Mutually Assured Destruction and the Second Amendment Arms Race

Listening to the asinine speeches before Congress incites me to point out that the argument that we need more guns is the same argument that created the Cold War:

Mutually Assured Destruction (MAD):–  if everyone has a gun, who do you shoot, the guy next to you who just pulled his, or the guy he’s shooting at? When you draw yours, you are automatically a high-priority target — for everyone else, not just the original shooter. MAD works only if no one is crazy enough to fire the first shot. Oh, right, this is about deterring crazies… Absolutely wrong solution.

Hard targets: Deliberate shooters determined to take as many people with them when they check out as they can will wear body armor. Will you? To go to the mall? What does that say about your motives?

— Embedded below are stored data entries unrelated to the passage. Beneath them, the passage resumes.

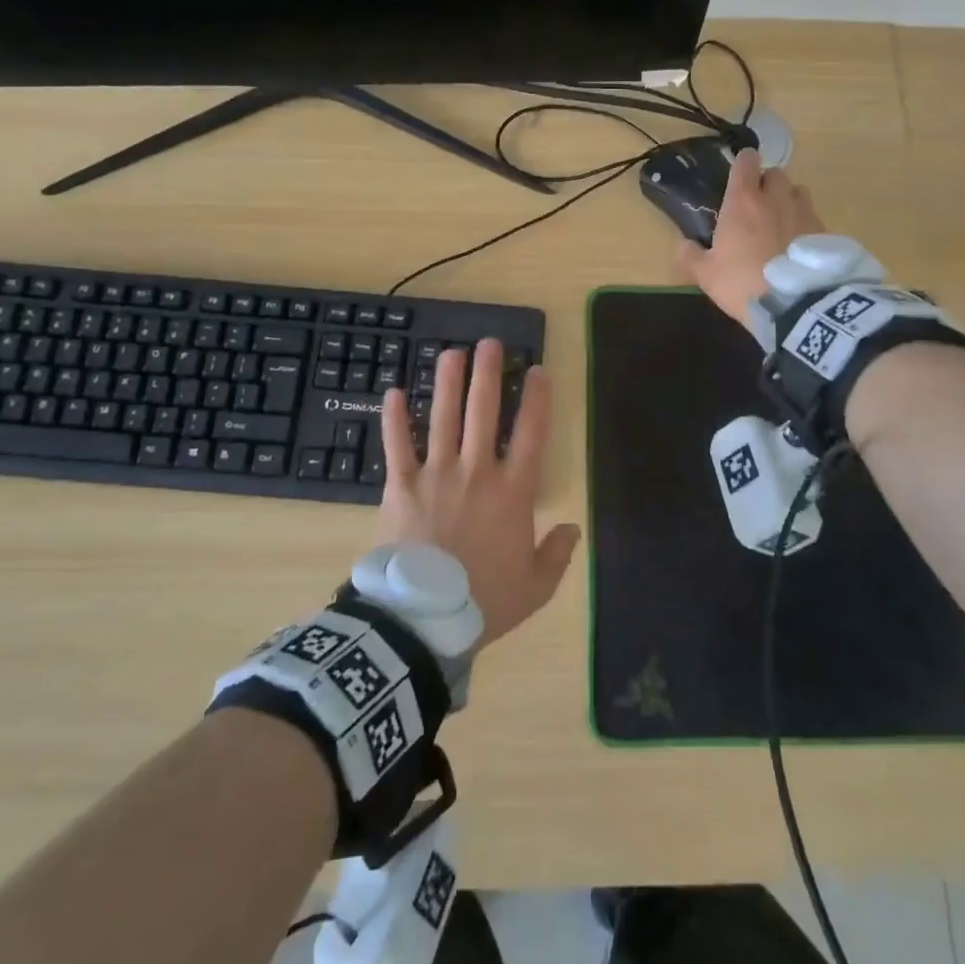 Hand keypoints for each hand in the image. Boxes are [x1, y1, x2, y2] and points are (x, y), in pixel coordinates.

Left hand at [377, 339, 578, 648]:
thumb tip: (571, 527)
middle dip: (488, 374)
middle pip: (484, 412)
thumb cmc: (485, 601)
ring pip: (443, 417)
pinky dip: (394, 419)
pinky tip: (393, 392)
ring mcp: (436, 474)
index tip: (536, 370)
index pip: (531, 433)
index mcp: (513, 492)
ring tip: (451, 352)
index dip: (536, 398)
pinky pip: (397, 445)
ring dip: (447, 382)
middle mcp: (477, 471)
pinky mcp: (401, 485)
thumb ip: (557, 554)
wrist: (424, 619)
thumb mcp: (536, 586)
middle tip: (489, 343)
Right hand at [679, 150, 824, 331]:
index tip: (739, 173)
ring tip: (781, 221)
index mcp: (743, 201)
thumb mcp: (707, 274)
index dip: (743, 163)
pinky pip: (813, 217)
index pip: (746, 162)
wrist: (794, 305)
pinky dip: (805, 224)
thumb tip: (683, 244)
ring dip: (789, 200)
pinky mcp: (824, 231)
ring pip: (798, 191)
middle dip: (767, 183)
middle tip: (758, 203)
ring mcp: (803, 212)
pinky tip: (798, 245)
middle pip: (776, 173)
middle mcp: (775, 198)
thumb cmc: (741, 282)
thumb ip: (692, 255)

Stealth: Take a lesson from Ballistic Missile Submarines and MAD — When everyone has a handgun, the bad guys will have sniper rifles.

Gun Economy: During the Cold War, defense contractors were among the top 100 corporations, and absorbed a large percentage of GNP. In the Second Amendment Arms Race, gun shops will spring up next to the Apple Store, and designer purse pistols will outnumber iPhones.   We are almost there, already.  Which. Is. Part. Of. The. Problem.

Proliferation: The only thing wrong with the economic model above is that iPhones don’t kill people, texting while driving kills people. The more smart phones, the more deaths. Likewise, more guns, less safety.  If people can’t use a phone responsibly, how do you think they will use guns?  Street gangs already text with bullets, and don’t care who they hit.

Life, Liberty and the Pursuit of Happiness: You can’t wish your sister Happy Birthday with a handgun, but you can with a smart phone, and you can call 911 faster than you can realize you should have drawn first. You can also hang up the phone if you were wrong, or apologize.  You can’t put the bullet back in the chamber.  Guns don’t increase happiness.

Security for Future Generations: If your toddler accidentally dials 911 on your smart phone, it is an embarrassment. If you dial 911 because your toddler played with your handgun, it is a tragedy.  I lost a nephew (age 5) to an unsecured purse gun nearly 40 years ago: guns do not protect you and your family unless you protect your gun 24 hours a day, every day, and , more often, guns in the household do irreparable harm.

Mindset: if you carry a gun, you are, first and foremost, a gunslinger. How will you focus on teaching when you know that, statistically, sometime in the next 15,000 years, a madman with a gun will enter your classroom, and you have two seconds to draw and fire? Or less. If someone you don’t recognize opens the door, do you shoot, in case he might be the one, or do you wait until you see the gun? Oh, too late. Do you practice at the range after school, or do you tutor a child having difficulties?

– —a Well-Regulated Militia: The “people” can have all the guns they want, if well-regulated (doesn’t this mean laws about what kind, and registration requirements) and organized into a militia. The NRA originally taught gun safety for hunters, but now seems determined to arm insurgents against possible (but not probable) totalitarian oppression from the Government, the charter for which opens with “We the people…”  We have met the enemy and he is us. The Second Amendment arose because the founding fathers were determined to run their new country without a standing professional army, an institution which had brought so much grief and strife to Europe over the centuries, and, more recently, in the Revolution, which saw trained British regulars and Hessian mercenaries abuse the civilian population. The second amendment provided for a military reserve of hunters, in place of an insurgency of armed colonists, in the context of a frontier hunter-gatherer society moving toward an agro-industrial economy, in a geographically isolated and sparsely-populated land with a sometimes-hostile indigenous population. Those conditions do not exist in the 21st century: the 2nd amendment is an historical footnote, and should not be interpreted as a literal call to arms.